(Stored data)
────────────────────────────────────────
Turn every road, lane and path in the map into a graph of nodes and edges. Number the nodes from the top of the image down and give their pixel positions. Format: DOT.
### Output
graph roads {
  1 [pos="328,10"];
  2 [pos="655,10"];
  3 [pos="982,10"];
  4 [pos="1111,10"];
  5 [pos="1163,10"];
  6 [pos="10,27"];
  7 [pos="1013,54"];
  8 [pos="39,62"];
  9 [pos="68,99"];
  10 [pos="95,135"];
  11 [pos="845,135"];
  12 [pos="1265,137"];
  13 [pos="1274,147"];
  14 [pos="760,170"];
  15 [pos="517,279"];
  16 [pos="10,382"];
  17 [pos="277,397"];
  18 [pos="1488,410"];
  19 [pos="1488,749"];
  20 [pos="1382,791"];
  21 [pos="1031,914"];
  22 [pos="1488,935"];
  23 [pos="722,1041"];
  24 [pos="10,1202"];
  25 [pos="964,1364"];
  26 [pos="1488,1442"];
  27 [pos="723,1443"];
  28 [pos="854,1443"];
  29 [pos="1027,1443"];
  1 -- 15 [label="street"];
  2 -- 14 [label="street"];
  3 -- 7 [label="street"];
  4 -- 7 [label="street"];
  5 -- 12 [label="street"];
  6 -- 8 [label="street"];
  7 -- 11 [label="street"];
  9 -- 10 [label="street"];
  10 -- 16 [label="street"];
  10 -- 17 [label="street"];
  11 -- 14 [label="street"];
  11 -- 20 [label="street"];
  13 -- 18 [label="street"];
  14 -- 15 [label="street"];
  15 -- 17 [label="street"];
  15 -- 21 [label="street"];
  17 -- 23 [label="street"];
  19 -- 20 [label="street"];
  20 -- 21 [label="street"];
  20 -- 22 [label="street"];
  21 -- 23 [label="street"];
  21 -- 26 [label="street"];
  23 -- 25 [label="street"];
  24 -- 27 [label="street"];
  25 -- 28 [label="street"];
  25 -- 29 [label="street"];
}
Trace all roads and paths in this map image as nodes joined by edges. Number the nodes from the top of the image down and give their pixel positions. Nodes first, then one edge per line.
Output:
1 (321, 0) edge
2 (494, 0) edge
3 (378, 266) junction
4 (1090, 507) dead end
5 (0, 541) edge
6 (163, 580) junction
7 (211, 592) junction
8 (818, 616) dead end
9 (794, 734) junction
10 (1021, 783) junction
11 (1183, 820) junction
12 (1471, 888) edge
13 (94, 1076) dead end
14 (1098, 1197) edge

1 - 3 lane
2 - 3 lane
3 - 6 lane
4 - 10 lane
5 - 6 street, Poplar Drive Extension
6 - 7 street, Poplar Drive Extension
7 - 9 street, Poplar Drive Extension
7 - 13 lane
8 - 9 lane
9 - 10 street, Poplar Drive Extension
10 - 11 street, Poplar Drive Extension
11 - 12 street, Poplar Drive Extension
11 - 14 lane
────────────────────────────────────────
ASSIGNMENT:
Copy down every record, keeping each one exact.

EXPECTED OUTPUT:
Turn every road, lane and path in the map into a graph of nodes and edges. Number the nodes from the top of the image down and give their pixel positions. Format: DOT.
### Output
graph roads {
  1 [pos="328,10"];
  2 [pos="655,10"];
  3 [pos="982,10"];
  4 [pos="1111,10"];
  5 [pos="1163,10"];
  6 [pos="10,27"];
  7 [pos="1013,54"];
  8 [pos="39,62"];
  9 [pos="68,99"];
  10 [pos="95,135"];
  11 [pos="845,135"];
  12 [pos="1265,137"];
  13 [pos="1274,147"];
  14 [pos="760,170"];
  15 [pos="517,279"];
  16 [pos="10,382"];
  17 [pos="277,397"];
  18 [pos="1488,410"];
  19 [pos="1488,749"];
  20 [pos="1382,791"];
  21 [pos="1031,914"];
  22 [pos="1488,935"];
  23 [pos="722,1041"];
  24 [pos="10,1202"];
  25 [pos="964,1364"];
  26 [pos="1488,1442"];
  27 [pos="723,1443"];
  28 [pos="854,1443"];
  29 [pos="1027,1443"];
  1 -- 15 [label="street"];
  2 -- 14 [label="street"];
  3 -- 7 [label="street"];
  4 -- 7 [label="street"];
  5 -- 12 [label="street"];
  6 -- 8 [label="street"];
  7 -- 11 [label="street"];
  9 -- 10 [label="street"];
  10 -- 16 [label="street"];
  10 -- 17 [label="street"];
  11 -- 14 [label="street"];
  11 -- 20 [label="street"];
  13 -- 18 [label="street"];
  14 -- 15 [label="street"];
  15 -- 17 [label="street"];
  15 -- 21 [label="street"];
  17 -- 23 [label="street"];
  19 -- 20 [label="street"];
  20 -- 21 [label="street"];
  20 -- 22 [label="street"];
  21 -- 23 [label="street"];
  21 -- 26 [label="street"];
  23 -- 25 [label="street"];
  24 -- 27 [label="street"];
  25 -- 28 [label="street"];
  25 -- 29 [label="street"];
}
Trace all roads and paths in this map image as nodes joined by edges. Number the nodes from the top of the image down and give their pixel positions. Nodes first, then one edge per line.
Output:
1 (321, 0) edge
2 (494, 0) edge
3 (378, 266) junction
4 (1090, 507) dead end
5 (0, 541) edge
6 (163, 580) junction
7 (211, 592) junction
8 (818, 616) dead end
9 (794, 734) junction
10 (1021, 783) junction
11 (1183, 820) junction
12 (1471, 888) edge
13 (94, 1076) dead end
14 (1098, 1197) edge

1 - 3 lane
2 - 3 lane
3 - 6 lane
4 - 10 lane
5 - 6 street, Poplar Drive Extension
6 - 7 street, Poplar Drive Extension
7 - 9 street, Poplar Drive Extension
7 - 13 lane
8 - 9 lane
9 - 10 street, Poplar Drive Extension
10 - 11 street, Poplar Drive Extension
11 - 12 street, Poplar Drive Extension
11 - 14 lane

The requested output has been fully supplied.